Risk aversion and money

This discussion from Keynes (from Robert Skidelsky, linked from Steve Hsu) reminds me of a frustrating conversation I’ve sometimes had with economists regarding the concept of “risk aversion.”

Risk aversion means many things, but in particular it is associated with attiitudes such as preferring a certain $30 to a 50/50 chance of having either $20 or $40. The standard model for this set of attitudes is to assume a nonlinear function for money. It is well known that reasonable nonlinear utility functions do not explain this sort of $20/30/40 attitude (see section 5 of this little article from 1998, for example); nonetheless the curving utility function always comes up in discussion, requiring me to waste a few minutes before going on, explaining why it doesn’t explain the phenomenon.

It would be as if any discussion of intercontinental navigation required a preliminary discussion of why the evidence shows that the earth is not flat.

So then there are various patches to utility theory such as prospect theory etc. Myself, I’m partial to Dave Krantz’s goal-based model of decision making (see here and here)–like many models in this field, it’s both descriptive and prescriptive.

In any case, one thing I’ve long thought was funny about classical models of risk aversion was that they traditionally are applied to money, not to goods. So, if you’re risk averse you’d rather have some money now, instead of holding out for the possibility of more money later. A bird in the hand and all that. But classical economics is ultimately about goods, not money: money is only useful to the extent it can buy things. Anyway, the Keynes quotes above reminded me of this, that it’s so usual of us when working in decision analysis to speak of money as if it is a goal in itself.

8 thoughts on “Risk aversion and money

  1. So, if you're risk averse you'd rather have some money now, instead of holding out for the possibility of more money later.

    The now/later distinction is likely the key to understanding apparently irrational behaviors about assessments of value.
    See hyperbolic discounting.
    As for the differences in individual preferences about the same choice case it could come from different "coefficients" of discounting (hyperbole slope) among individuals.

  2. I think that the these experiments purporting to show non-linear value of money are inherently broken.

    The problem (in my own Bayesian opinion) is that these experiments start with an assumption that the experimental subject has a simple model of the experimental setup. I don't that assumption is valid.

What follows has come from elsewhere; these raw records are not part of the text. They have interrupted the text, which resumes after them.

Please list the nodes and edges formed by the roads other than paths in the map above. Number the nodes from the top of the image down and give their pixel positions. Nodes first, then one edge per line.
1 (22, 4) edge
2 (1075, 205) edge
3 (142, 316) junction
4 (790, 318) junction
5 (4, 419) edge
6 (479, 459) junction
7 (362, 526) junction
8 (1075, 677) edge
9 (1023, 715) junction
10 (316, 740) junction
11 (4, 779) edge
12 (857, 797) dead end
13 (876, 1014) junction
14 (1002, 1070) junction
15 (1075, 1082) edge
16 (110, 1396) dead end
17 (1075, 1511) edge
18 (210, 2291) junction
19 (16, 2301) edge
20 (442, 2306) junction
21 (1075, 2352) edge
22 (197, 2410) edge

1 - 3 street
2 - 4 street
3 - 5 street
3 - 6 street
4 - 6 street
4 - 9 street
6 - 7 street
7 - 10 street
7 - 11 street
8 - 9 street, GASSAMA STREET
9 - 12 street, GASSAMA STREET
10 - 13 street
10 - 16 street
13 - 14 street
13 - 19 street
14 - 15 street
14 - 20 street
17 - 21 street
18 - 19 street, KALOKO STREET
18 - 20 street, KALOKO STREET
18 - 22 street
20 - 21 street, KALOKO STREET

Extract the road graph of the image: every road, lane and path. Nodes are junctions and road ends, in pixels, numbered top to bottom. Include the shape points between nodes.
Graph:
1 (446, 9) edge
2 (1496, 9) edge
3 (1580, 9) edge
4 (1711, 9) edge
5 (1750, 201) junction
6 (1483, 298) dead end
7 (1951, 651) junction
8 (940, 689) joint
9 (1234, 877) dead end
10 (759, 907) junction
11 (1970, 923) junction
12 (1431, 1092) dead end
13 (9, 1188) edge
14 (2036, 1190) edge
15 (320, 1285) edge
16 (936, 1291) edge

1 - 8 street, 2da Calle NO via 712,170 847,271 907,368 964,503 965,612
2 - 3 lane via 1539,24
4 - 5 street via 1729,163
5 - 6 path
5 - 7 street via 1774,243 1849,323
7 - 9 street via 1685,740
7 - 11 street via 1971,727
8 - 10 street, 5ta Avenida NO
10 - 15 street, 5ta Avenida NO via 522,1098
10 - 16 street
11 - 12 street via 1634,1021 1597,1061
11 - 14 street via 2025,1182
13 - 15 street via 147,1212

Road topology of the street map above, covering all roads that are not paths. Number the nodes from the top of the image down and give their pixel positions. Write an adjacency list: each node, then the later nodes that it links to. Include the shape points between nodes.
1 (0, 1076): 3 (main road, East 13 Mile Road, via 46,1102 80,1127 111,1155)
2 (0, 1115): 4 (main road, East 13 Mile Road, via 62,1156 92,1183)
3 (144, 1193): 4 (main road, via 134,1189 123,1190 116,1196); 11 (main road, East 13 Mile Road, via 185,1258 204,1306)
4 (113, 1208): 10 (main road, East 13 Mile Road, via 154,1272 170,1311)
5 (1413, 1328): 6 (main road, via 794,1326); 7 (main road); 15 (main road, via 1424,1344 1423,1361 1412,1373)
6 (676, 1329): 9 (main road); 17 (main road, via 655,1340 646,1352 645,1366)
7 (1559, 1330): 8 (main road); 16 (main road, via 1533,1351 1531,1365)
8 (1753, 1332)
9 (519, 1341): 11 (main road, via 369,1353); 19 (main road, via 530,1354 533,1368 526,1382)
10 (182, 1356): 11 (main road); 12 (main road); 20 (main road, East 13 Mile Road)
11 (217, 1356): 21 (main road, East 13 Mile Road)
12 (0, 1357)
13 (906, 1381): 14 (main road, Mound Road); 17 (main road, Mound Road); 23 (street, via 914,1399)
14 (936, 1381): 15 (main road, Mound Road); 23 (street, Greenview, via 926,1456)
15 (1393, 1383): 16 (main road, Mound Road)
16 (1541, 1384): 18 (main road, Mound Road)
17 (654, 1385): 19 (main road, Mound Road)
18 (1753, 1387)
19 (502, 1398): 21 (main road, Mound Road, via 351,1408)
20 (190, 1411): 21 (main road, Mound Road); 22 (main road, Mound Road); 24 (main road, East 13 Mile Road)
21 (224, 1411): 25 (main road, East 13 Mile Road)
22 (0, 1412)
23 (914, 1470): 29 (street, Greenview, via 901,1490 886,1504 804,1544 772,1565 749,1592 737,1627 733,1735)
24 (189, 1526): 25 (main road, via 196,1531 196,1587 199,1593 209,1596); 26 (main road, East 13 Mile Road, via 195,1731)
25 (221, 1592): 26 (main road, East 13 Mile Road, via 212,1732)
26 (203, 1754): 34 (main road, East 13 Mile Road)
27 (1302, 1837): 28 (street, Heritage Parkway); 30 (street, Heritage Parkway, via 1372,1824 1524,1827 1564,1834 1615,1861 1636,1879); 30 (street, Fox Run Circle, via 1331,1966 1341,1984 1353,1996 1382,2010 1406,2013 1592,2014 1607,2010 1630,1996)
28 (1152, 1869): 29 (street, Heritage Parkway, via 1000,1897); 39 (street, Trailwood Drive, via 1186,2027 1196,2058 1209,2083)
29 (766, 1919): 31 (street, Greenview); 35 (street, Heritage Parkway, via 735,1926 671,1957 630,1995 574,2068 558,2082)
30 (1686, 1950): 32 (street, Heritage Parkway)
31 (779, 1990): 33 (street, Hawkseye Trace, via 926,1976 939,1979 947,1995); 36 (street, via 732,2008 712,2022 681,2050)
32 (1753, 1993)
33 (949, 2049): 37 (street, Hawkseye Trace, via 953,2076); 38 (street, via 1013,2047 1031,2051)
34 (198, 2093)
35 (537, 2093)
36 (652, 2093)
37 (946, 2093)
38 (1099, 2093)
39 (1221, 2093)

    Instead, I think that the subjects are themselves Bayesian inference machines and they take the experimental instructions as evidence of the truth rather than the truth. When somebody tells me that I can have a one in a thousand chance of getting $10,000 or a certain chance of getting $1, I am likely to adjust their p = 0.001 statement by my own estimate of how likely they are to be lying. The larger the amount that they are promising me, the more likely I will think that they will lie. Anybody promising me a billion dollars is probably lying, so I will take their dollar.

    This criticism may even apply to the experiments involving much smaller amounts of money, not so much in the form that the subject things that the experimenter won't pay up on a $40 promise, but more in terms of a general cynicism about whether probabilistic things really turn out they way they are predicted.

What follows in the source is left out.